To me, that means files for the virtual disks, accessed via vnd.

> o What benefits do we gain from using vnd devices in our xen
>   configurations over regular files?

It works.  Basically, on a NetBSD dom0, to provide a disk to a domU
requires a block device on the dom0.  This can be done with an actual
block device (partition of a disk), or a file-backed vnd.

> o What's the correct practice for managing vnd devices? Other than
>   having a script to vnconfig them each time we boot, how should
>   these be tracked?

In your xen config,

  disk = [ 'file:/n0/xen/foo-wd0,0x1,w']

makes that file be the contents of xbd0.

> Any help clarifying this would be great. I'm using netbsd-5/amd64 for
> dom0 with a recent xenkernel33 and xentools33.

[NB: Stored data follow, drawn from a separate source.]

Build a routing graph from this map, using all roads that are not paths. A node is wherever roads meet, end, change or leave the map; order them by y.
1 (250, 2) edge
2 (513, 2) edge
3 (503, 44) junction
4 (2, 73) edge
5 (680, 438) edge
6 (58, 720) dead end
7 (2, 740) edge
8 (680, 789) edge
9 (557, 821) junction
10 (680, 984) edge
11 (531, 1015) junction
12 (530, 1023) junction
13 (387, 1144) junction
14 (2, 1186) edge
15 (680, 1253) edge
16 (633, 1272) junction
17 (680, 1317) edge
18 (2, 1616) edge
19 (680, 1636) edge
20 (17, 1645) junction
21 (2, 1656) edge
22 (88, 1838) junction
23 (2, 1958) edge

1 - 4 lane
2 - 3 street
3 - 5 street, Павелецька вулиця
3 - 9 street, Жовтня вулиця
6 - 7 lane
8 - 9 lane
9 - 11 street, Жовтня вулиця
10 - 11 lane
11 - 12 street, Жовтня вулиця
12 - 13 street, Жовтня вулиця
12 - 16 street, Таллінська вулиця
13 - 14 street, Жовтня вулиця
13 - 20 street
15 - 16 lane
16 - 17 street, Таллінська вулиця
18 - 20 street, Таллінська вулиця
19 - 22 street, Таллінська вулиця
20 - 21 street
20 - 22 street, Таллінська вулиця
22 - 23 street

When you start up a domU, the scripts create a vnd and attach it to the
file.


The advantage of the file/vnd appraoch is that you can resize disks with
dump/restore on the dom0 and new files, and they live in a big fs.  With
partitions it is messier.  But with partitions you skip dom0 fs
overhead, which is perhaps 10%.

When you create the first disk, so so by dd'ing zeros onto the entire
planned size.  vnd/xen does not play well with sparse files, and you
want it all pre-allocated for good locality anyway.

I am unaware of how to make xen virtual disks work with a file without
vnd.


If you are hvaing trouble, please post your config file.